The other big area we are partnering with the industry is medical content. While the industry is organized into clinical, regulatory, safety, medical affairs and commercial silos, the reality is that drug and disease content are fundamentally the same. This content is assembled and presented in different ways to achieve different objectives—for example, seeking regulatory approvals from FDA, getting a drug listed on a formulary, or convincing a physician of the therapeutic use and superiority of a drug etc. The lifesciences industry sells content, not the drug itself. The solution we are developing leverages AI to ultimately accelerate time to agency and market, increase velocity and drive personalization of communication to various stakeholders.
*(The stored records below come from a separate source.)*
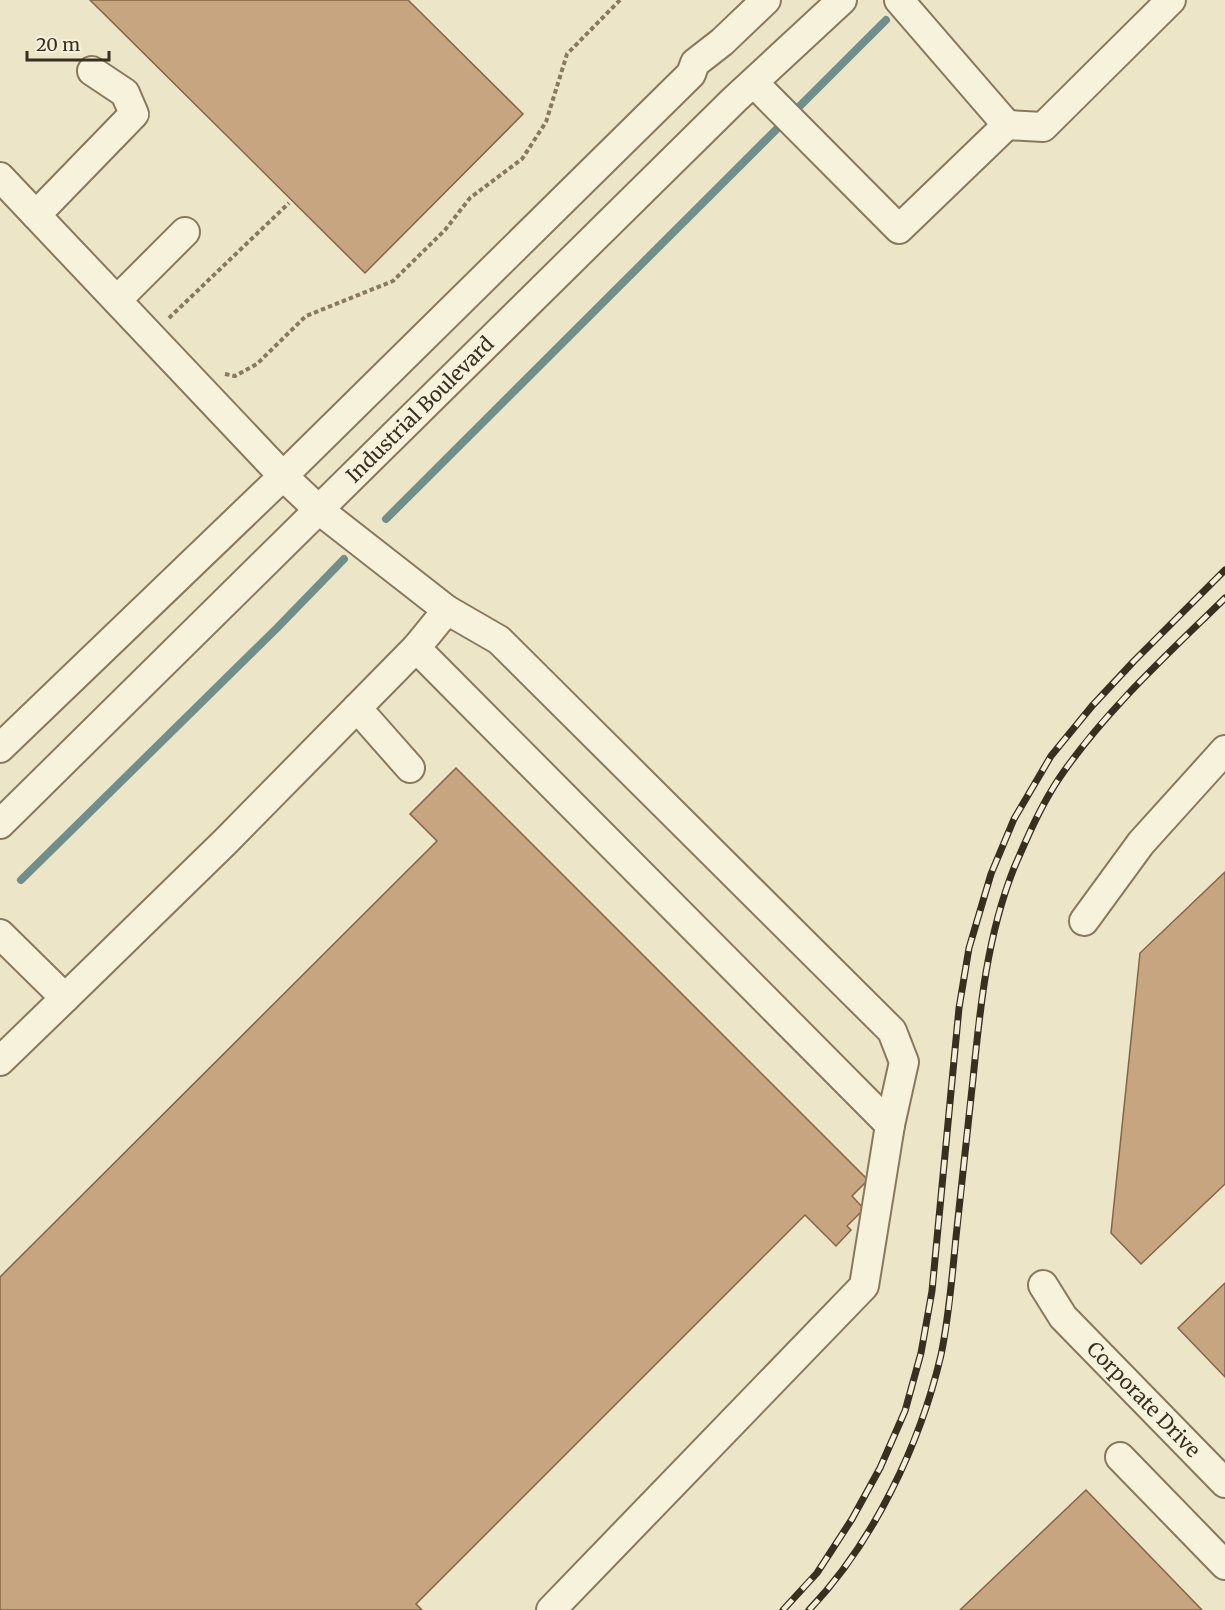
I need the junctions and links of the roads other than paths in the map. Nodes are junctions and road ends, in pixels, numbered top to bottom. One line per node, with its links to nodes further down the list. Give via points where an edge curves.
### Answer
1 (766, 0): 12 (street, via 695,63 691,74)
2 (842, 0): 6 (street, Industrial Boulevard)
3 (899, 0): 7 (street)
4 (1171, 0): 7 (street, via 1043,127)
5 (92, 71): 9 (street, via 125,93 134,114)
6 (754, 83): 7 (street, via 899,229); 13 (street, Industrial Boulevard)
7 (1007, 125)
8 (0, 177): 9 (street)
9 (36, 215): 11 (street)
10 (185, 232): 11 (street)
11 (117, 300): 12 (street)
12 (283, 476): 13 (street); 17 (street)
13 (319, 510): 14 (street); 20 (street, Industrial Boulevard)
14 (447, 610): 15 (street); 25 (street, via 499,640 892,1031 904,1062)
15 (416, 648): 16 (street); 25 (street)
16 (357, 708): 19 (street); 23 (street)
17 (0, 748)
18 (1225, 750): 21 (street, via 1141,843)
19 (410, 768)
20 (0, 824)
21 (1084, 921)
22 (0, 934): 23 (street)
23 (65, 998): 24 (street)
24 (0, 1061)
25 (890, 1125): 30 (street, via 864,1286)
26 (1043, 1285): 28 (street, Corporate Drive, via 1063,1317)
27 (1120, 1457): 29 (street)
28 (1225, 1483)
29 (1225, 1565)
30 (551, 1610)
One of the other areas we use advanced technology is in managing drug labels in global markets. We use a combination of AI, NLP and Computer Vision in these areas for ensuring regulatory compliance. We also use AI to enable faster responses to physician queries for overall improved patient care.

We have highly experienced in-house technology and medical teams and we also partner with tech majors like Microsoft, Google and Amazon for synergies.

How do you arrive at optimum drug commercialisation through technology? How do the two areas converge?

Just over a decade ago, we identified sales and marketing in lifesciences as one of the big areas that could be impacted by technology. Sales and marketing cost was 25% of revenues and primarily consisted of medical reps interacting with physicians. Given the proliferation of channels, ease of access to content, and also regulatory pressures on physicians and lifesciences for fair marketing practices, we believed technology would play a significant role in the new-age drug sales and marketing. Since then, we have made significant investments in tools, capabilities and partnerships to build a compelling offering. We approach co-commercialisation using digital means with the aim to accelerate product adoption by bringing analytics, content, channels capabilities together. We currently handle a portfolio of products in the US that are aggregated at a billion dollars, and driven by technology-guided sales and marketing programs. We work with a range of small, mid-size and large pharmas as well as biotech companies. We also work on a range of pharma-related products that are in different stages of lifecycle.

What would you say are your company’s best practices/key strategic approaches to stay ahead when it comes to adoption of digital practices?

We are not a horizontal company. We don’t think on the lines of “what can we do with AI?” We have always thought from an industry pain-point perspective and then worked backwards to build soutions and products to solve those pain-points. A decade ago, when digital and AI were not the buzzwords as they are today, we built solutions to use digital as the central piece for driving up sales and developing the market. AI came along and augmented our efforts in this endeavour. What I believe has helped us is our ability to work backwards from a customer standpoint and then augmenting technology or domain capabilities, where needed. We also have been open to partnerships with technology companies. The synergy is two-way—companies that build horizontal tech need partners that are domain-rich, possess sector expertise, and understand how technology can supplement their core offerings. It is crucial to think about this when you design an organisation and how you would like to stay differentiated.

How do you think data analytics will positively impact the overall lifesciences industry? 

We have helped lifesciences companies tailor processes with the help of strategic marketing, forecasting and market intelligence, and various other processes. Despite these offerings, we believe standalone analytics cannot deliver full impact due to lack of ownership of the full process. We thought it would be better to drive impact by introducing analytics-driven models as part of our overall offerings to drive outcomes.